I’m a little torn about what to post for today’s Read Aloud Thursday. Due to my bout of laryngitis last week, we’re a little behind on our current chapter book, Betsy and Tacy Go Over the Big Hill. The Maud Hart Lovelace Reading Challenge ends this weekend, so ideally I would post my review of our latest Betsy-Tacy read here today. We are LOVING the story, but I really want to finish it before I give my opinion (which will definitely be positive, but I want to know whereof I gush 😉 ). I might have to break my self-imposed no-blogging-on-the-weekend rule just this once after we finish Big Hill. Stay tuned.
Of course, there’s no shortage of great books to share–that’s almost never the problem. In fact, I often have a hard time blogging the books I want to blog before I have to return them to the library. I think today I’ll reach waaaaaaay back for some vintage Caldecotts that we enjoyed a few weeks ago. How’s that?
They Were Strong and Good by Robert Lawson is a book that helps me realize that we all have stories and no matter how mundane we think they are, someone will probably think they’re interesting. My girls are forever wanting me or Steady Eddie to tell them a story, and the ones they like best are the ones from our childhoods. I am very guilty of claiming that I don’t have any stories–after all, I’ve lived a pretty ho-hum existence. Well, according to Robert Lawson, simply being strong and good is enough. 🙂 This story, published in 1940 and winner of the next year’s Caldecott Medal, is simply the story of his parents and grandparents. In the foreward he writes:
Most of it I heard as a little boy, so there may be many mistakes; perhaps I have forgotten or mixed up some of the events and people. But that does not really matter, for this is not alone the story of my parents and grandparents, it is the story of the parents and grandparents of most of us who call ourselves Americans.
My girls and I enjoyed this one, and of course, the illustrations are one of the reasons it’s special. Lawson‘s pen and ink drawings are detailed and very expressive. Lawson was both a prolific illustrator and author, and he was the first person to win both the Caldecott and Newbery Medals. (His Newbery was for Rabbit Hill.) He was definitely a talented fellow and one whose works I want to explore further with my children.
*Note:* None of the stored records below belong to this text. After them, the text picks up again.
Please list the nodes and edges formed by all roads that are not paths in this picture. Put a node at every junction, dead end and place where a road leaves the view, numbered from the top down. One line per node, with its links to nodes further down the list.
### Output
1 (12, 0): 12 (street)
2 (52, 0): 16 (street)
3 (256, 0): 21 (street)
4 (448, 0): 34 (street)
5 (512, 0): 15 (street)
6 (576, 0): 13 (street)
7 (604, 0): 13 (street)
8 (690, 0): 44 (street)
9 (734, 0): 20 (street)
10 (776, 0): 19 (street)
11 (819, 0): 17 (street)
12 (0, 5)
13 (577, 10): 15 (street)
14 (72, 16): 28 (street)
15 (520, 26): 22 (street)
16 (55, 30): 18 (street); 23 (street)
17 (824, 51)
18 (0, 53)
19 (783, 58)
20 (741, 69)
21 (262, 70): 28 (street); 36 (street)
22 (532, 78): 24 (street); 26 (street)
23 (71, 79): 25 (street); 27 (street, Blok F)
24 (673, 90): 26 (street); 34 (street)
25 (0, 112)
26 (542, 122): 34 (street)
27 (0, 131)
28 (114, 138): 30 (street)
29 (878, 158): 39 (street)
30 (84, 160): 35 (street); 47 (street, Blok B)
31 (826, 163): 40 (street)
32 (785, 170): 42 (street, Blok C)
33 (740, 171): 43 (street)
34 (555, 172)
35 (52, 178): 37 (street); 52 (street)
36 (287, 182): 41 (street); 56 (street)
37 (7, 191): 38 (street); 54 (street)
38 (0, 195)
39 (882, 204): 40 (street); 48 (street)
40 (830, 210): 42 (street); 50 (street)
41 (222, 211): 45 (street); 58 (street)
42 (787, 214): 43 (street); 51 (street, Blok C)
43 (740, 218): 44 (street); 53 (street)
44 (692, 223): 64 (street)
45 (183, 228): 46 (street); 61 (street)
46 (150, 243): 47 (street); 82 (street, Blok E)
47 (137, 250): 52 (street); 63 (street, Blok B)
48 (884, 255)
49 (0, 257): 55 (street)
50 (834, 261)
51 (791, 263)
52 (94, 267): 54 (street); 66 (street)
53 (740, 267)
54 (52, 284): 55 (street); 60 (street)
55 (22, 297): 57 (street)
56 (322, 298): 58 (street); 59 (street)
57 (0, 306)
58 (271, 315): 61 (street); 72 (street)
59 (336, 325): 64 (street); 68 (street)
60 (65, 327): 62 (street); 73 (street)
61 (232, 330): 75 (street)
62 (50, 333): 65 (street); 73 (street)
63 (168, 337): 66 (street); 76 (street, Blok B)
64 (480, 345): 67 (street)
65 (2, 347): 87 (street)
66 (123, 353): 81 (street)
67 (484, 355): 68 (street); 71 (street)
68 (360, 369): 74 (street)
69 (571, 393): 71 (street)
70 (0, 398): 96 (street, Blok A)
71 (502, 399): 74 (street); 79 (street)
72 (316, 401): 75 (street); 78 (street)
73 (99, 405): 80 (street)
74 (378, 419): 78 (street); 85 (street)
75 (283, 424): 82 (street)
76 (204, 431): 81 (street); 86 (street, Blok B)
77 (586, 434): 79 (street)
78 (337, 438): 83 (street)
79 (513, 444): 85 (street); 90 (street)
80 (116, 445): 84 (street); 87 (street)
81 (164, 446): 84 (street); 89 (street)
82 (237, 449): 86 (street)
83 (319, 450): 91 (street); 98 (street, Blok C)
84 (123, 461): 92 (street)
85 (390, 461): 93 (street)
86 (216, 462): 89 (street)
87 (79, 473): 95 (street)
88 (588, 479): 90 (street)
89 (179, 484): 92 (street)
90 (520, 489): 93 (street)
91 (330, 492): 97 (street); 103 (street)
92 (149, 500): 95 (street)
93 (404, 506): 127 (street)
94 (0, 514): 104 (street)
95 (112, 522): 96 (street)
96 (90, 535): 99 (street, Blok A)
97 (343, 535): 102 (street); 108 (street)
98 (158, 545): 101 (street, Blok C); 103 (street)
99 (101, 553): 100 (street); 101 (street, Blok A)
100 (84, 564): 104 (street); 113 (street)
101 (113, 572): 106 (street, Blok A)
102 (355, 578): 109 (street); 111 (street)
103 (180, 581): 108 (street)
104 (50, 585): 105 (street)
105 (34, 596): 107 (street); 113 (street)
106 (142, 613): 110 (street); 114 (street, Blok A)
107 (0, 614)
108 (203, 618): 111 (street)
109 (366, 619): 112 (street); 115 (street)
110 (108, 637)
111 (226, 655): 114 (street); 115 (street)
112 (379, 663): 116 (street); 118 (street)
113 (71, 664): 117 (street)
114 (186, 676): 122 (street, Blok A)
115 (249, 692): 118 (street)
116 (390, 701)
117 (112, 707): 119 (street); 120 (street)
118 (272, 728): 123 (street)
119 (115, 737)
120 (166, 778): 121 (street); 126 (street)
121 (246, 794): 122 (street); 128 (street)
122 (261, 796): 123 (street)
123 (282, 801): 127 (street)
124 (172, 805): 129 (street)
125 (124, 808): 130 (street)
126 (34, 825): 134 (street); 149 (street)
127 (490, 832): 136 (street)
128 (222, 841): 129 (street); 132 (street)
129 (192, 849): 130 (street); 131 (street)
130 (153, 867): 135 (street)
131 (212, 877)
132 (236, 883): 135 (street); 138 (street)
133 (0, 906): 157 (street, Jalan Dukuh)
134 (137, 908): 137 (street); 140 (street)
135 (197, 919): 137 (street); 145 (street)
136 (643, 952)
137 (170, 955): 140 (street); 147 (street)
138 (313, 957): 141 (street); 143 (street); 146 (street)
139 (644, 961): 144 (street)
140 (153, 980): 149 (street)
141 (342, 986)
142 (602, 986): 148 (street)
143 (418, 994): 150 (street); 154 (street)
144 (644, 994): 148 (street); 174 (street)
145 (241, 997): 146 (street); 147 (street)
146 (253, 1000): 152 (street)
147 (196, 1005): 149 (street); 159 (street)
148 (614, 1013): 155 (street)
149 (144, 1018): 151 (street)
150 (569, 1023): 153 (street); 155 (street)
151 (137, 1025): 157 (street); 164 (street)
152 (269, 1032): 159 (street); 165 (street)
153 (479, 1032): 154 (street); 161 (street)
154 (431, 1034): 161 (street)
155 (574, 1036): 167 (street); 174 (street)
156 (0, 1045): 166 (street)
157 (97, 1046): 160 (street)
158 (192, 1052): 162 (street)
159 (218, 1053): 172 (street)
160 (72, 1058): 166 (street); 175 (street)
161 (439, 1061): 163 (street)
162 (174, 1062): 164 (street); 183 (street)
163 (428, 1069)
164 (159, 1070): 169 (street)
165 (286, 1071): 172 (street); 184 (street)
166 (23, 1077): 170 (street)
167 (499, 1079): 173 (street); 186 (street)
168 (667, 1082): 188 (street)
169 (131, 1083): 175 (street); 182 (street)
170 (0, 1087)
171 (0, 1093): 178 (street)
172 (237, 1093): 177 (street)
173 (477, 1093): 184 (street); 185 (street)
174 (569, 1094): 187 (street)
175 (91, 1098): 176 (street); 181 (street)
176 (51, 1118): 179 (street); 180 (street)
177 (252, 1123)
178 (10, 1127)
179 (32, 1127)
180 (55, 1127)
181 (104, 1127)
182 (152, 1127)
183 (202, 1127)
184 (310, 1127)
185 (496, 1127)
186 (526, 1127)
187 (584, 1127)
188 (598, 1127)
The Rooster Crows: A Book of American Rhymes and Jingles by Maud and Miska Petersham is a title I’d love to add to our home library. Mother Goose collections we have aplenty–collections of American rhymes, though, are nonexistent. It was fun to me to read some of these poems and jingles to the girls and remember them as something that my daddy or my granny used to say. Granny was a veritible storehouse of poetic knowledge–memorizing “pieces” was something she had to do a lot of in her nine years of formal education, so it was never surprising to hear her spouting off a rhyme. However, my daddy isn’t the literary type at all, so it was fun for me to read rhymes that I’ve heard him recite. Not to be too serious and high-minded, but it made me realize the importance of the oral tradition. (“How Much Wood Does a Woodchuck Chuck?” comes to mind immediately, lest you think I’m getting up on my high horse. 🙂 ) The girls got a big kick out of this book–especially this rhyme:
Way down yonder on the Piankatank,
The bull frog jumped from bank to bank
And skinned his leg from shank to shank
Way down yonder on the Piankatank.
The Rooster Crows was published in 1945 and won the Caldecott Medal in 1946. Maud and Miska Petersham were prolific illustrators and several of their books are worth quite a bit of money. Hopefully the fact that The Rooster Crows won the Caldecott will keep it in print for a long while!
Reading these two older award-winning books has made me ponder the nature of awards. Both of these books are very basic and simple by today’s standards, and I don’t necessarily just mean in terms of the style of illustrations. It seems to me that oftentimes today picture books are gimmicky–that there has to be a “catch” to the book for it to be considered good. I don’t know. I’m still thinking this through. Readers, what do you think? Has our standard of what’s good been altered somehow? Are we always looking for the next, new thing? (Maybe these books were the next, new thing in their day, hmm?) Or is this just the nature of declaring something the best?
Oh, goodness. I’m sorry to wax so philosophical this Read Aloud Thursday. I feel like I need to apologize for that and for not doing a better job of getting around to everyone’s blogs and commenting on your Read Aloud Thursday posts. Lately I have been doing most of my blog reading via my iPod Touch, and I find it VERY tedious to try to comment on it. We have quite a few new bloggers participating in Read Aloud Thursday, and I want you all to feel welcome! I’ll try to get around to your blogs as soon as possible, I promise!